Real features. Real dates. No vapor. The product as it actually exists today, week by week.
The supersede() API you got this morning is now optional. Pass auto_supersede=true on a write and Aurra runs an LLM classifier against the most semantically-similar existing memories. When it's confident a new fact replaces an old one, it supersedes automatically and writes an audit log entry. False negatives are recoverable via the manual API; false positives have a 0.85 confidence floor and a per-category opt-out gate that runs before the classifier ever sees the memory.
Off by default. Pass the flag explicitly when you want it.
client.memories.add(
content="User now prefers dark mode",
auto_supersede=True,
)Set auto_supersede_default once and every write on that key opts in. Same endpoint controls excluded_categories (defaults to ["health_medical", "legal_status"] — the system filters these before the LLM ever runs), min_confidence (floor 0.85, raise to be more conservative), and classifier_model.
121-case hand-labeled benchmark covering 25 categories — clear supersessions, refinements, independent facts, hedging, reversion, generalization, B2B agent state, multi-entity ambiguity. 100% precision on the "supersedes" verdict at the 0.85 confidence threshold: every time the classifier was confident enough to act, it acted correctly. Pinned to claude-haiku-4-5. Eval methodology and acceptance criteria in the design doc.
The API surface and SDK methods ship today and are stable.

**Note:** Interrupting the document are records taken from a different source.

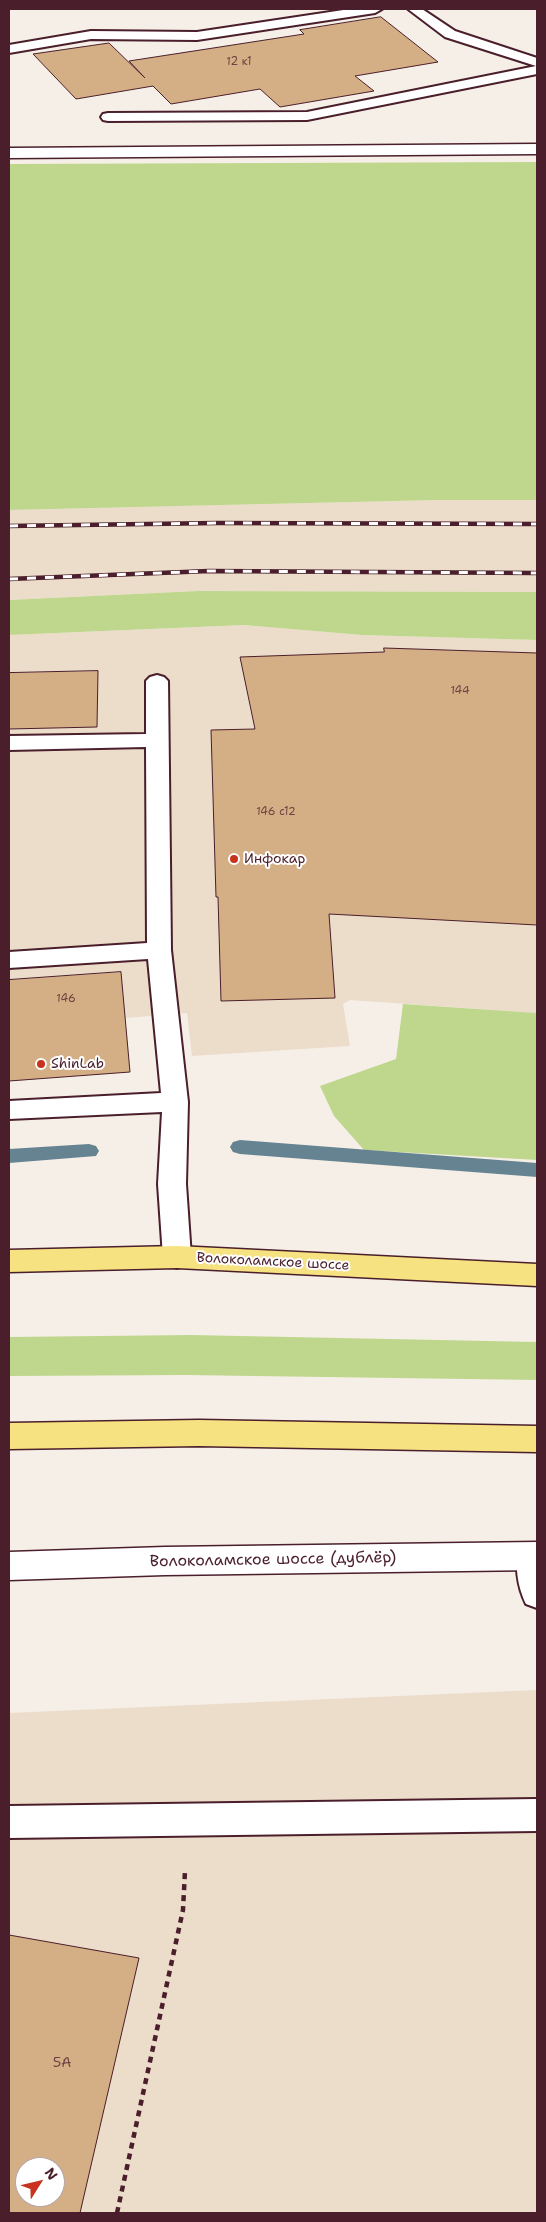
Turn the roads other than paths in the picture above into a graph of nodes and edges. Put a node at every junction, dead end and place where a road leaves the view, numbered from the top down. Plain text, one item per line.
1 (375, 9) edge
2 (414, 9) edge
3 (233, 16) dead end
4 (232, 32) junction
5 (9, 50) edge
6 (537, 62) edge
7 (537, 70) edge
8 (108, 117) dead end
9 (537, 149) edge
10 (9, 153) edge
11 (157, 681) dead end
12 (157, 740) junction
13 (9, 743) edge
14 (159, 950) junction
15 (9, 960) edge
16 (175, 1102) junction
17 (9, 1110) edge
18 (177, 1258) junction
19 (9, 1261) edge
20 (537, 1275) edge
21 (9, 1436) edge
22 (537, 1439) edge
23 (535, 1556) edge
24 (9, 1566) edge
25 (537, 1594) edge
26 (537, 1815) edge
27 (9, 1822) edge

1 - 4 lane
2 - 6 lane
3 - 4 lane
4 - 5 lane
7 - 8 lane
9 - 10 street
11 - 12 lane
12 - 13 lane
12 - 14 lane
14 - 15 lane
14 - 16 lane
16 - 17 lane
16 - 18 lane
18 - 19 main road, Волоколамское шоссе
18 - 20 main road, Волоколамское шоссе
21 - 22 main road
23 - 24 street, Волоколамское шоссе (дублёр)
23 - 25 lane
26 - 27 lane

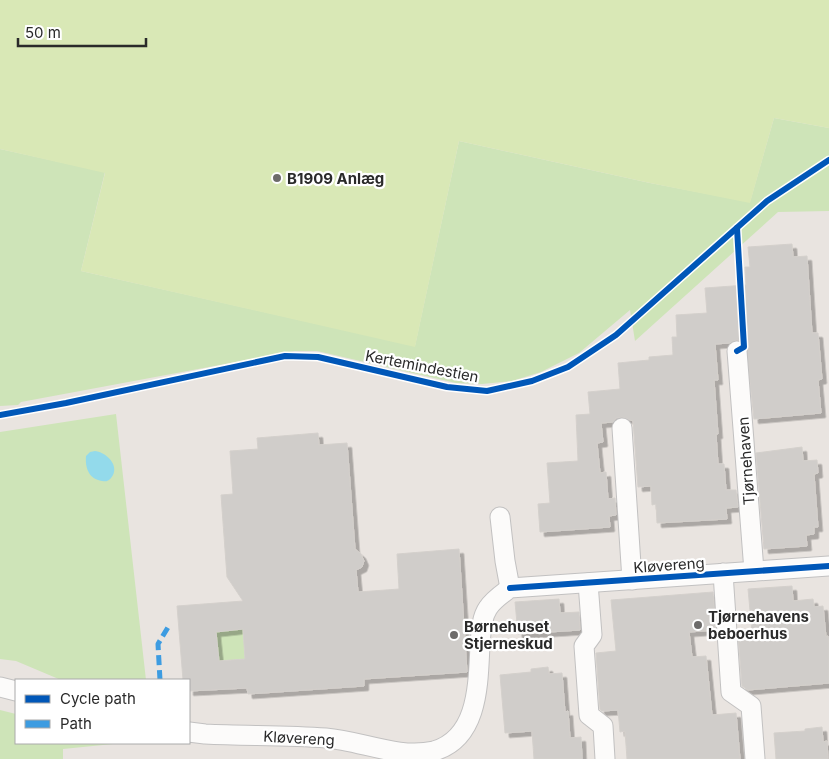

Live classification is gated by an environment variable while we run final production validation. Calls with auto_supersede=true currently return ran: false, skipped_reason: "level_2_disabled_by_env" — the memory still saves normally, the classifier just doesn't fire yet. The flag flips on later this week.
Every memory carries valid_from, valid_to, and superseded_by. Your agent can now query what was true on any specific date, walk the supersession chain of any fact, and distinguish between "current truth" and "historical truth". Existing memories were backfilled with valid_from = created_at — no migration needed. Read the launch post →
Mark a memory as replaced by another, or expire it without a replacement. Old memory keeps its valid_from; valid_to is set to now. Both SDKs ship with a supersede() method.
client.memories.supersede(
old_memory_id,
superseded_by=new_memory_id,
)Walk the full supersession chain for any memory — both forward (what replaced it) and backward (what it replaced). Returns oldest-to-newest with temporal flags on every entry.
Pass ?as_of=2026-04-01T00:00:00Z to get memories that were valid at that exact moment. The default response stays clean — only current truth — with a superseded_count so you know how much history exists without paying to fetch it.
npm install aurra ships a typed, Promise-based client with full parity to the Python SDK. ESM + CJS dual-build, zero dependencies, Node 18+, edge-runtime compatible. View on npm →
import { Aurra } from 'aurra';
const aurra = new Aurra({ apiKey: process.env.AURRA_API_KEY! });
await aurra.memories.add({
messages: [
{ role: 'user', content: "I'm Alice. I prefer dark mode." },
{ role: 'assistant', content: 'Got it!' },
],
sessionId: 'alice_1',
tenantId: 'alice',
});Skip the BYO-key setup. Aurra runs the extraction LLM for you, billed at $0.005 per write via Stripe Billing Meters. Toggle on or off from your dashboard at any time.
Hobby ($0), Starter ($29), Pro ($99), Enterprise ($3,000+) — all live, all self-serve. Webhook idempotency, grace-period quota gating, automatic seat billing on Pro at $25 per extra seat. See pricing →
Semantic search now uses pgvector's HNSW graph index. Roughly 10× faster query latency on memory recall, especially at scale. Zero schema migration required for existing customers.
Every write accepts a tenant_id for end-user-level scoping. Build B2B agents without rolling your own isolation layer. Read endpoints filter automatically.
Every read endpoint now returns a source_citation object with the source type, channel, capture timestamp, and original input. No more black-box recall.
GET /memories/{memory_id}/audit returns full provenance — source, original input, extraction model, prompt version, and history events. Wire it into your debugging tools or surface it to your end users.
Pass your own provider key per request. Anthropic and OpenAI supported today. Mistral coming soon. Your API costs stay on your bill, your model choice stays yours.
from aurra import Aurra
client = Aurra(api_key="aurra_...")
client.memories.add(
messages=[...],
session_id="...",
llm={"provider": "openai", "api_key": "sk-...", "model": "gpt-4o"}
)pip install aurra ships a refactored client with typed exceptions, a memories resource, and full coverage of the new API surface. View on PyPI →
New three-tab UI focused on what AI agent developers actually need: Memories, API Keys, Quickstart. Audit trail modal on every memory.
We ran Aurra against Mem0 on the standard memory benchmark. Mem0 stamped 23% of stored memories with the wrong date — even for source conversations from years prior. Open-source benchmark code at github.com/aurra-memory/benchmarks.